Starbucks put claims reporting in the hands of its partners, an exemplary act of trust. The coffee company also put itself in workers’ shoes to identify and remove points of friction.

That led to a call center run by Starbucks’ TPA and a dedicated telephonic case management team so that partners can speak to a live person without the frustration of ‘phone tag’ and unanswered questions.

“We were focused on building up a program with an eye on our partner experience. Cost was at the bottom of the list. Doing a better job by our partners was at the top.” — Steve Legg, director of risk management, Starbucks

Starbucks also implemented direct deposit for lost-time pay, eliminating stressful wait times for injured partners, and allowing them to focus on healing.

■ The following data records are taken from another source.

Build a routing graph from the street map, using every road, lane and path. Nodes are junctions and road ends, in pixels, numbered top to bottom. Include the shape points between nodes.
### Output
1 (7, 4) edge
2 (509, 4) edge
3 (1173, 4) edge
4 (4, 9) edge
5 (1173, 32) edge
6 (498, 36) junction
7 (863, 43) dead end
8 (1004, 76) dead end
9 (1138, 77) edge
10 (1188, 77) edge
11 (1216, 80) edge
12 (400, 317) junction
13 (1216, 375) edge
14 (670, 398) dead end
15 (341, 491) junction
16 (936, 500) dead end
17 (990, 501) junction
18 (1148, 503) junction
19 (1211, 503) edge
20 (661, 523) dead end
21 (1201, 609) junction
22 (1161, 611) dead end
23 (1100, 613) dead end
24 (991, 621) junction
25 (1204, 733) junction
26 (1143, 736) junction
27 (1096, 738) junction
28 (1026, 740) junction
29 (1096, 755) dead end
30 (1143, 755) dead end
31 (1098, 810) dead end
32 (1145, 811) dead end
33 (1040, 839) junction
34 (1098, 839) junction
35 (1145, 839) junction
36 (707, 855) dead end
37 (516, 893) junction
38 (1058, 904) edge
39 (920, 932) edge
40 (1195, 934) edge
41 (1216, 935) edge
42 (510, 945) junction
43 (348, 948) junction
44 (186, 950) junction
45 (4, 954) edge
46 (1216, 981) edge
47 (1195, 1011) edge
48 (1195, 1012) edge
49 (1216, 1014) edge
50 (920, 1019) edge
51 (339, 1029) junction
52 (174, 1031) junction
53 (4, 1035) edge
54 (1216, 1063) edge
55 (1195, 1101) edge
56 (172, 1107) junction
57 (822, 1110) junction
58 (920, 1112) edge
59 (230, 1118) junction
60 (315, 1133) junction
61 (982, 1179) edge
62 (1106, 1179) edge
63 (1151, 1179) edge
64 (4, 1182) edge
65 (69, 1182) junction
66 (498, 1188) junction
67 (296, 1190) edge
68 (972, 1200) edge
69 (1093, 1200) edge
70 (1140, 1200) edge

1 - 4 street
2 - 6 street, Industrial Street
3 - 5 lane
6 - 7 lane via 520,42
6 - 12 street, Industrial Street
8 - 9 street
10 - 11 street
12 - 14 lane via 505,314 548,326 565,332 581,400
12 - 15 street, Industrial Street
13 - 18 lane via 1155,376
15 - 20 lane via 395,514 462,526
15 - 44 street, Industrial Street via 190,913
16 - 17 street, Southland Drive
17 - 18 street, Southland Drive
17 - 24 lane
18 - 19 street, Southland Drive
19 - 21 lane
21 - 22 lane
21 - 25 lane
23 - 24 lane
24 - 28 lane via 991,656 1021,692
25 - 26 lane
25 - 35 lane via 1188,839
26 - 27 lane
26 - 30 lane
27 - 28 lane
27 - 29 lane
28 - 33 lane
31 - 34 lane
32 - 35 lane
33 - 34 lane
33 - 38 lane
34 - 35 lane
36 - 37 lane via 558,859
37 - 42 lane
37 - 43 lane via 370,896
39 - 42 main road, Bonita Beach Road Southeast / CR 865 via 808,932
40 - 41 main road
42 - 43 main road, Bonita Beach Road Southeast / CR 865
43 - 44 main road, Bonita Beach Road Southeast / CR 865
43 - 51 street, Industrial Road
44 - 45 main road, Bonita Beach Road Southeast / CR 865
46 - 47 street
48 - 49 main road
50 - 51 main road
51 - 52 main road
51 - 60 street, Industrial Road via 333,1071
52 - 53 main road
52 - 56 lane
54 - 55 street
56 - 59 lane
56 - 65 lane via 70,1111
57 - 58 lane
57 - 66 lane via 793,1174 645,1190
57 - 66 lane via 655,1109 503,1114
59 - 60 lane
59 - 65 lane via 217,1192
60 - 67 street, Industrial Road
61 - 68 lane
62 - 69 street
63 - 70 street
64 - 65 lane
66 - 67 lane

For Starbucks, as for all of the 2018 Teddy Award winners, the approach is netting measurable results. With higher partner satisfaction, it has seen a 50 percent decrease in litigation.

Teddy winner Main Line Health (MLH) adopted worker advocacy in a way that goes far beyond claims.

Employees who identify and report safety hazards can take credit for their actions by sending out a formal “Employee Safety Message” to nearly 11,000 mailboxes across the organization.

“The recognition is pretty cool,” said Steve Besack, system director, claims management and workers’ compensation for the health system.

MLH also takes a non-adversarial approach to workers with repeat injuries, seeing them as a resource for identifying areas of improvement.

“When you look at ‘repeat offenders’ in an unconventional way, they’re a great asset to the program, not a liability,” said Mike Miller, manager, workers’ compensation and employee safety for MLH.

Teddy winner Monmouth County, N.J. utilizes high-tech motion capture technology to reduce the chance of placing new hires in jobs that are likely to hurt them.

Monmouth County also adopted numerous wellness initiatives that help workers manage their weight and improve their wellbeing overall.

“You should see the looks on their faces when their cholesterol is down, they’ve lost weight and their blood sugar is better. We’ve had people lose 30 and 40 pounds,” said William McGuane, the county’s manager of benefits and workers’ compensation.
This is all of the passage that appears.